About this exercise: List all lines of the data that include the string "roads".

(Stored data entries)
_____

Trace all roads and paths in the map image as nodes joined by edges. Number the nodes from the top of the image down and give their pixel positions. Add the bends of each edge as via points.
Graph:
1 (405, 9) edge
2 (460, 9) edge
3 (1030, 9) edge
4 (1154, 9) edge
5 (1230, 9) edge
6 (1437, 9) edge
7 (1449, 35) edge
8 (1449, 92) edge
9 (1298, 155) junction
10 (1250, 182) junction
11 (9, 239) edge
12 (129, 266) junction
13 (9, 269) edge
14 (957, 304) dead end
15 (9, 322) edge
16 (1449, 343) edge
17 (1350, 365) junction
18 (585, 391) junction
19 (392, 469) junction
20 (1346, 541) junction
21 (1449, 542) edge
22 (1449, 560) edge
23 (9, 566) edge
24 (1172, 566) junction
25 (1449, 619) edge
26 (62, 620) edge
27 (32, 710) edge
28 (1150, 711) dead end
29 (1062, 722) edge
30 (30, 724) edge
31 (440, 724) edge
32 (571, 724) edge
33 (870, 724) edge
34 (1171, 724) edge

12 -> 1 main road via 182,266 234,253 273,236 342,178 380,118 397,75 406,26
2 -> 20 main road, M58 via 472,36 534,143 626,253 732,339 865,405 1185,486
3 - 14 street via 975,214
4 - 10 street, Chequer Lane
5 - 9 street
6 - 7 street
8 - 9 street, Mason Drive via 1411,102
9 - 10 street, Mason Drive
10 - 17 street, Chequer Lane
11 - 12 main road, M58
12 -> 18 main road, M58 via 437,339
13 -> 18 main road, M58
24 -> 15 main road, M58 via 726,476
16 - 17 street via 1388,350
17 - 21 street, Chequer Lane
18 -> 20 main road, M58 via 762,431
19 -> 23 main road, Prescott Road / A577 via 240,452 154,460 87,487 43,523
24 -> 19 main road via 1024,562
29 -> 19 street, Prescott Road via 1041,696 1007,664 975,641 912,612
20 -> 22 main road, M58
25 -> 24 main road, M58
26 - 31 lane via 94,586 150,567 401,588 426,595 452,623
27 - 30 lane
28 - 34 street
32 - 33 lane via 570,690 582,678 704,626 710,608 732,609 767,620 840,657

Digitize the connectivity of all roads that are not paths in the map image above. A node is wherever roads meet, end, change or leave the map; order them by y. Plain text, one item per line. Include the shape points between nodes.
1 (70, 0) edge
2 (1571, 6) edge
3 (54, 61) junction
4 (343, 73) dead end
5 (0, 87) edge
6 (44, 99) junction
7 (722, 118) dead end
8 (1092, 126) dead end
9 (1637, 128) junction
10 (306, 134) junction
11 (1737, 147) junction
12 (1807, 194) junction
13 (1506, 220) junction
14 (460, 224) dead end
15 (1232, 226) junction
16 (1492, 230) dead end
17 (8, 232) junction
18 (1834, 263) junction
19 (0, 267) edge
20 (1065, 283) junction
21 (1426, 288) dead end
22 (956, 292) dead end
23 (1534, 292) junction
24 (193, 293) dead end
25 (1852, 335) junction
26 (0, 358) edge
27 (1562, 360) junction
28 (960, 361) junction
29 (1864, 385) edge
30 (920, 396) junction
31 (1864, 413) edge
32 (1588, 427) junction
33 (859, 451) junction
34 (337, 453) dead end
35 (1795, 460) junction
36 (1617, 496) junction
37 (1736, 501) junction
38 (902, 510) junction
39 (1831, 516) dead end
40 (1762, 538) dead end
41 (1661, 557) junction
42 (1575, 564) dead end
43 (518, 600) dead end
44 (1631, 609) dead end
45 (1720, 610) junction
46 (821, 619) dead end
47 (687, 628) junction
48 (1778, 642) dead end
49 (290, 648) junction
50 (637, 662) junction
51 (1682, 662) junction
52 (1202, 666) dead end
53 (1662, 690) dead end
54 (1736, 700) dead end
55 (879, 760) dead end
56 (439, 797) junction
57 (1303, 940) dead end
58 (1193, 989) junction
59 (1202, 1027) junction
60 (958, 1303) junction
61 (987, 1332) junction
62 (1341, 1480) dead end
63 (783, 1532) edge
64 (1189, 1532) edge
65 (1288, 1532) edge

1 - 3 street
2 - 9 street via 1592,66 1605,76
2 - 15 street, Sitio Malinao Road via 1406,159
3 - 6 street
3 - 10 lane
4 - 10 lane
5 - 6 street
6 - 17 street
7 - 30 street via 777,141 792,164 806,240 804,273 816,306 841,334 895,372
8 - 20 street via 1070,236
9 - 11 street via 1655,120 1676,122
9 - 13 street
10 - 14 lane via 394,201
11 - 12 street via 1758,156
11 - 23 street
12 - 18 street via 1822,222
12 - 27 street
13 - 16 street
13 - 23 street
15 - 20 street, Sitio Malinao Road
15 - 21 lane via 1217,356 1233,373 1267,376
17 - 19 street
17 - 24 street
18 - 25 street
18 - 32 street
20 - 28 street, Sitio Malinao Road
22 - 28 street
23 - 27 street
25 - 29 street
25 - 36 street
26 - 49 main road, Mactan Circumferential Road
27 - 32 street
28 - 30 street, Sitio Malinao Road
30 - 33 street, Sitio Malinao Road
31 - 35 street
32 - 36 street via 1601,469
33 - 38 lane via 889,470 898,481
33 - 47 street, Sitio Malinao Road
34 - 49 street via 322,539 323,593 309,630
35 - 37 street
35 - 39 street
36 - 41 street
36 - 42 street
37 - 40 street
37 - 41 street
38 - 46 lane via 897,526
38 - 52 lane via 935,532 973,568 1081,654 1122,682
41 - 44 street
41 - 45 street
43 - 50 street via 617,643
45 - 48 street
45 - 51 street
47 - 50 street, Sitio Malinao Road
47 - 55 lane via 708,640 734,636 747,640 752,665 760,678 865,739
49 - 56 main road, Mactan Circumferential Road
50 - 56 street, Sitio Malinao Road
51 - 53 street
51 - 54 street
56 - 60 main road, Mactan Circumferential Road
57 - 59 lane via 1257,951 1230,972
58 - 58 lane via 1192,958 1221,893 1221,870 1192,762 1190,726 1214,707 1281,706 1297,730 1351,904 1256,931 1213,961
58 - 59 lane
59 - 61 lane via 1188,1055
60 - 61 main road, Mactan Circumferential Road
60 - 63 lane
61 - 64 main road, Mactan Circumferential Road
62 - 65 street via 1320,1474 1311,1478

_____

Result below:
Trace all roads and paths in the map image as nodes joined by edges. Number the nodes from the top of the image down and give their pixel positions. Add the bends of each edge as via points.
Digitize the connectivity of all roads that are not paths in the map image above. A node is wherever roads meet, end, change or leave the map; order them by y. Plain text, one item per line. Include the shape points between nodes.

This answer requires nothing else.